DATA UNDER STUDY Start Marker
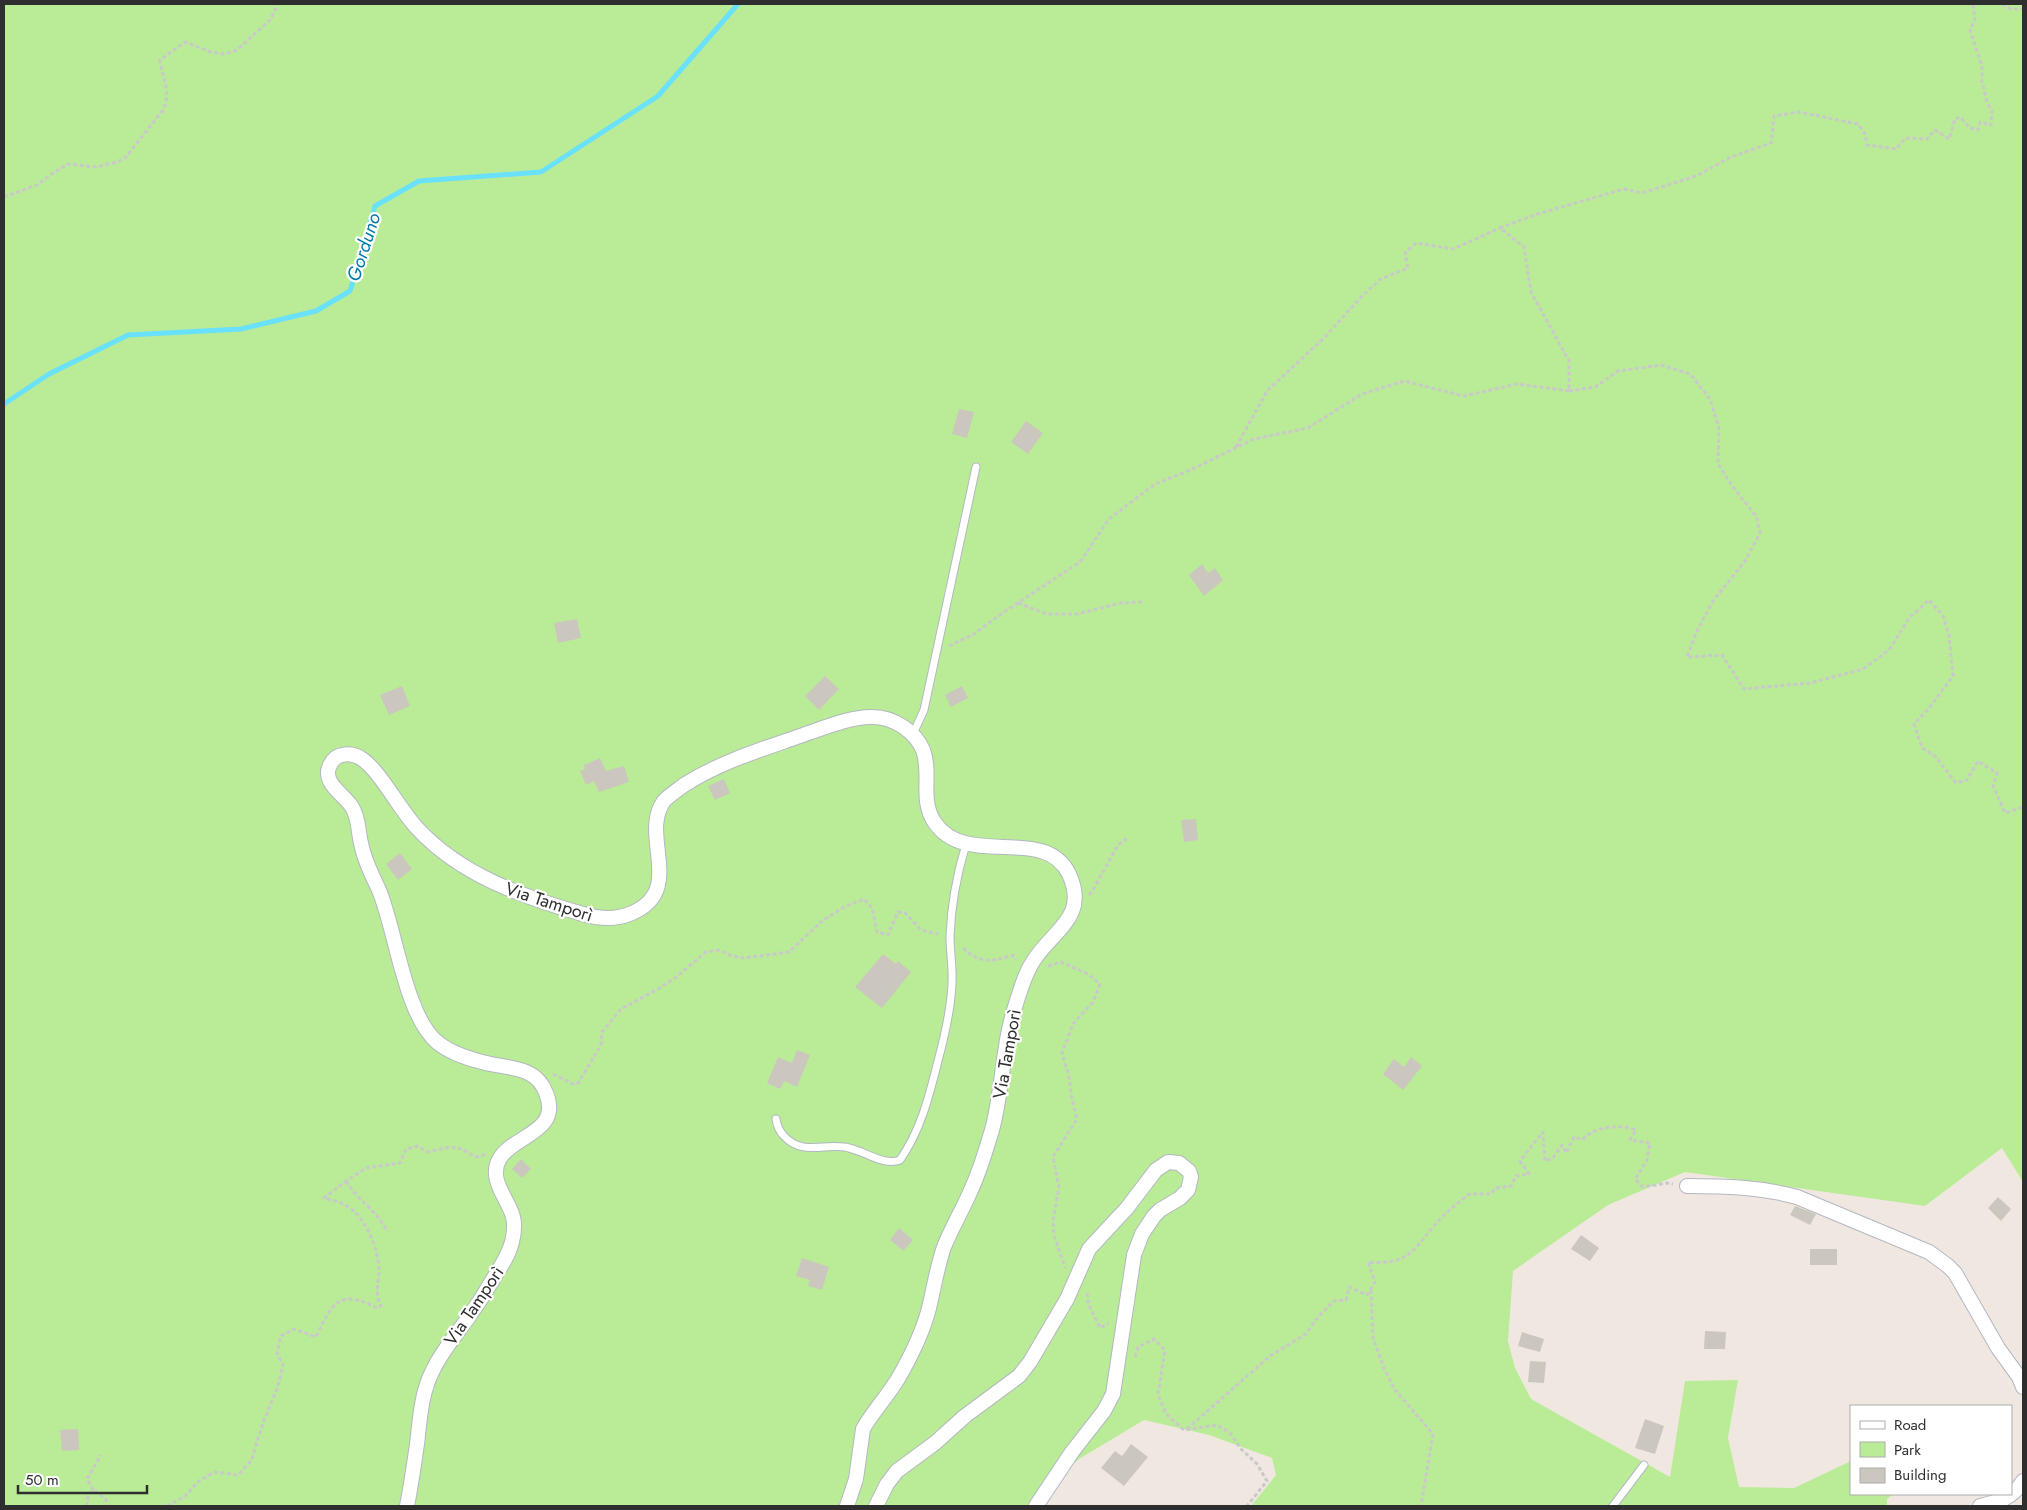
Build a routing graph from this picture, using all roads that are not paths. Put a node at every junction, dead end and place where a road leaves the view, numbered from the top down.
1 (976, 467) dead end
2 (913, 734) junction
3 (966, 844) junction
4 (776, 1119) dead end
5 (1687, 1186) road end
6 (2023, 1387) edge
7 (1644, 1465) dead end
8 (2023, 1481) edge
9 (2012, 1494) edge
10 (2011, 1495) edge
11 (407, 1506) edge
12 (847, 1506) edge
13 (876, 1506) edge
14 (1036, 1506) edge
15 (1613, 1506) edge
16 (1980, 1506) edge

1 - 2 lane
2 - 3 street
2 - 11 street, Via Tamporì
3 - 4 lane
3 - 12 street, Via Tamporì
5 - 6 street
7 - 15 lane
8 - 9 street
10 - 16 street
13 - 14 street

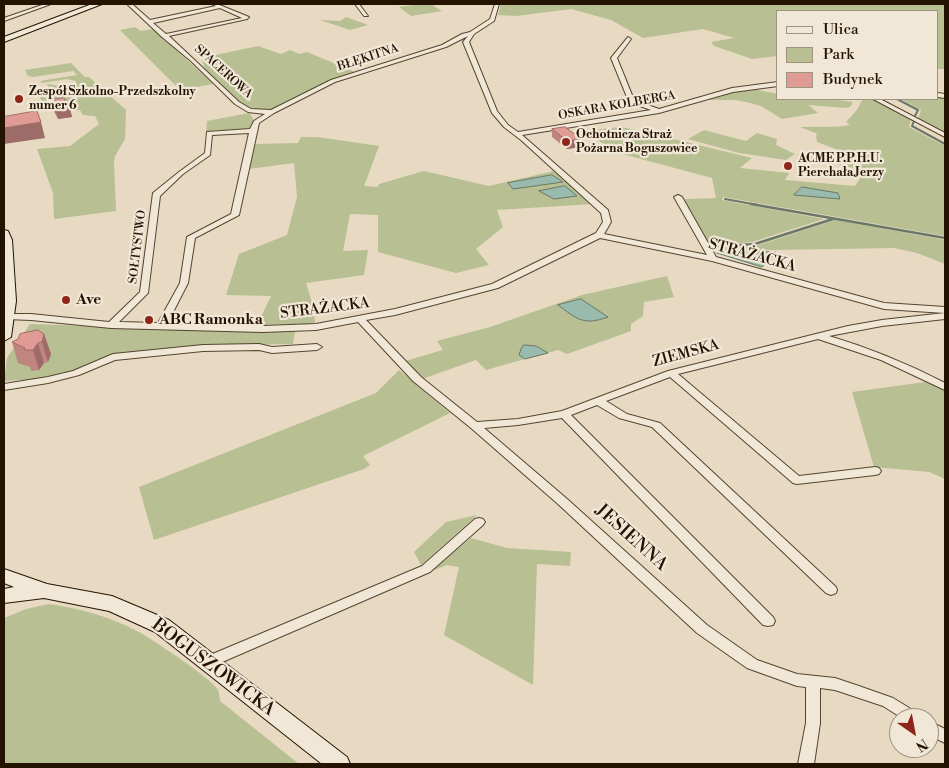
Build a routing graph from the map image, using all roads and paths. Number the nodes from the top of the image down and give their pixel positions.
1 (49, 4) edge
2 (98, 4) edge
3 (129, 4) edge
4 (214, 4) edge
5 (357, 4) edge
6 (497, 4) edge
7 (220, 7) junction
8 (366, 15) dead end
9 (4, 20) edge
10 (148, 22) junction
11 (472, 33) junction
12 (164, 36) junction
13 (628, 39) dead end
14 (4, 40) edge
15 (776, 84) edge
16 (878, 100) edge
17 (250, 111) junction
18 (659, 111) junction
19 (272, 112) junction
20 (258, 121) junction
21 (253, 131) junction
22 (518, 134) junction
23 (945, 135) edge
24 (678, 197) dead end
25 (4, 234) edge
26 (599, 235) junction
27 (713, 259) junction
28 (6, 271) edge
29 (7, 293) edge
30 (898, 307) junction
31 (945, 310) edge
32 (945, 316) edge
33 (9, 317) junction
34 (361, 320) junction
35 (909, 320) junction
36 (111, 325) junction
37 (161, 326) junction
38 (4, 337) edge
39 (820, 337) junction
40 (317, 347) dead end
41 (670, 373) junction
42 (4, 386) edge
43 (945, 387) edge
44 (598, 401) junction
45 (564, 414) junction
46 (475, 426) junction
47 (875, 471) dead end
48 (479, 522) dead end
49 (6, 584) edge
50 (830, 590) dead end
51 (768, 621) dead end
52 (208, 662) junction
53 (812, 683) junction
54 (898, 708) edge
55 (339, 764) edge
56 (806, 764) edge

1 - 9 street
2 - 14 street
3 - 10 street, SPACEROWA
4 - 7 street, SPACEROWA
5 - 8 street
6 - 11 street, BŁĘKITNA
7 - 10 street
7 - 12 street, SPACEROWA
10 - 12 street, SPACEROWA
11 - 19 street, BŁĘKITNA
11 - 22 street
12 - 17 street, SPACEROWA
13 - 18 street
15 - 18 street, OSKARA KOLBERGA
16 - 23 street
17 - 19 street, SPACEROWA
17 - 20 street
18 - 22 street, OSKARA KOLBERGA
19 - 20 street, BŁĘKITNA
20 - 21 street
21 - 36 street, SOŁTYSTWO
21 - 37 street
22 - 26 street
24 - 27 street
25 - 28 street
26 - 27 street, STRAŻACKA
26 - 34 street, STRAŻACKA
27 - 30 street, STRAŻACKA
28 - 29 street
29 - 33 street
30 - 31 street
30 - 35 street
32 - 35 street, ZIEMSKA
33 - 36 street, STRAŻACKA
33 - 38 street
34 - 37 street, STRAŻACKA
34 - 46 street, JESIENNA
35 - 39 street, ZIEMSKA
36 - 37 street, STRAŻACKA
39 - 41 street, ZIEMSKA
39 - 43 street
40 - 42 street
41 - 44 street, ZIEMSKA
41 - 47 street
44 - 45 street, ZIEMSKA
44 - 50 street
45 - 46 street, ZIEMSKA
45 - 51 street
46 - 53 street, JESIENNA
48 - 52 street
49 - 52 street, BOGUSZOWICKA
52 - 55 street, BOGUSZOWICKA
53 - 54 street, JESIENNA
53 - 56 street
DATA UNDER STUDY End Marker
*WHAT YOU SHOULD DO*.
Retype each line of the records exactly as it reads; no pictures belong in the copy.

*YOUR RESPONSE*.
Build a routing graph from this picture, using all roads that are not paths. Put a node at every junction, dead end and place where a road leaves the view, numbered from the top down.
1 (976, 467) dead end
2 (913, 734) junction
3 (966, 844) junction
4 (776, 1119) dead end
5 (1687, 1186) road end
6 (2023, 1387) edge
7 (1644, 1465) dead end
8 (2023, 1481) edge
9 (2012, 1494) edge
10 (2011, 1495) edge
11 (407, 1506) edge
12 (847, 1506) edge
13 (876, 1506) edge
14 (1036, 1506) edge
15 (1613, 1506) edge
16 (1980, 1506) edge

1 - 2 lane
2 - 3 street
2 - 11 street, Via Tamporì
3 - 4 lane
3 - 12 street, Via Tamporì
5 - 6 street
7 - 15 lane
8 - 9 street
10 - 16 street
13 - 14 street

Build a routing graph from the map image, using all roads and paths. Number the nodes from the top of the image down and give their pixel positions.
1 (49, 4) edge
2 (98, 4) edge
3 (129, 4) edge
4 (214, 4) edge
5 (357, 4) edge
6 (497, 4) edge
7 (220, 7) junction
8 (366, 15) dead end
9 (4, 20) edge
10 (148, 22) junction
11 (472, 33) junction
12 (164, 36) junction
13 (628, 39) dead end
14 (4, 40) edge
15 (776, 84) edge
16 (878, 100) edge
17 (250, 111) junction
18 (659, 111) junction
19 (272, 112) junction
20 (258, 121) junction
21 (253, 131) junction
22 (518, 134) junction
23 (945, 135) edge
24 (678, 197) dead end
25 (4, 234) edge
26 (599, 235) junction
27 (713, 259) junction
28 (6, 271) edge
29 (7, 293) edge
30 (898, 307) junction
31 (945, 310) edge
32 (945, 316) edge
33 (9, 317) junction
34 (361, 320) junction
35 (909, 320) junction
36 (111, 325) junction
37 (161, 326) junction
38 (4, 337) edge
39 (820, 337) junction
40 (317, 347) dead end
41 (670, 373) junction
42 (4, 386) edge
43 (945, 387) edge
44 (598, 401) junction
45 (564, 414) junction
46 (475, 426) junction
47 (875, 471) dead end
48 (479, 522) dead end
49 (6, 584) edge
50 (830, 590) dead end
51 (768, 621) dead end
52 (208, 662) junction
53 (812, 683) junction
54 (898, 708) edge
55 (339, 764) edge
56 (806, 764) edge

1 - 9 street
2 - 14 street
3 - 10 street, SPACEROWA
4 - 7 street, SPACEROWA
5 - 8 street
6 - 11 street, BŁĘKITNA
7 - 10 street
7 - 12 street, SPACEROWA
10 - 12 street, SPACEROWA
11 - 19 street, BŁĘKITNA
11 - 22 street
12 - 17 street, SPACEROWA
13 - 18 street
15 - 18 street, OSKARA KOLBERGA
16 - 23 street
17 - 19 street, SPACEROWA
17 - 20 street
18 - 22 street, OSKARA KOLBERGA
19 - 20 street, BŁĘKITNA
20 - 21 street
21 - 36 street, SOŁTYSTWO
21 - 37 street
22 - 26 street
24 - 27 street
25 - 28 street
26 - 27 street, STRAŻACKA
26 - 34 street, STRAŻACKA
27 - 30 street, STRAŻACKA
28 - 29 street
29 - 33 street
30 - 31 street
30 - 35 street
32 - 35 street, ZIEMSKA
33 - 36 street, STRAŻACKA
33 - 38 street
34 - 37 street, STRAŻACKA
34 - 46 street, JESIENNA
35 - 39 street, ZIEMSKA
36 - 37 street, STRAŻACKA
39 - 41 street, ZIEMSKA
39 - 43 street
40 - 42 street
41 - 44 street, ZIEMSKA
41 - 47 street
44 - 45 street, ZIEMSKA
44 - 50 street
45 - 46 street, ZIEMSKA
45 - 51 street
46 - 53 street, JESIENNA
48 - 52 street
49 - 52 street, BOGUSZOWICKA
52 - 55 street, BOGUSZOWICKA
53 - 54 street, JESIENNA
53 - 56 street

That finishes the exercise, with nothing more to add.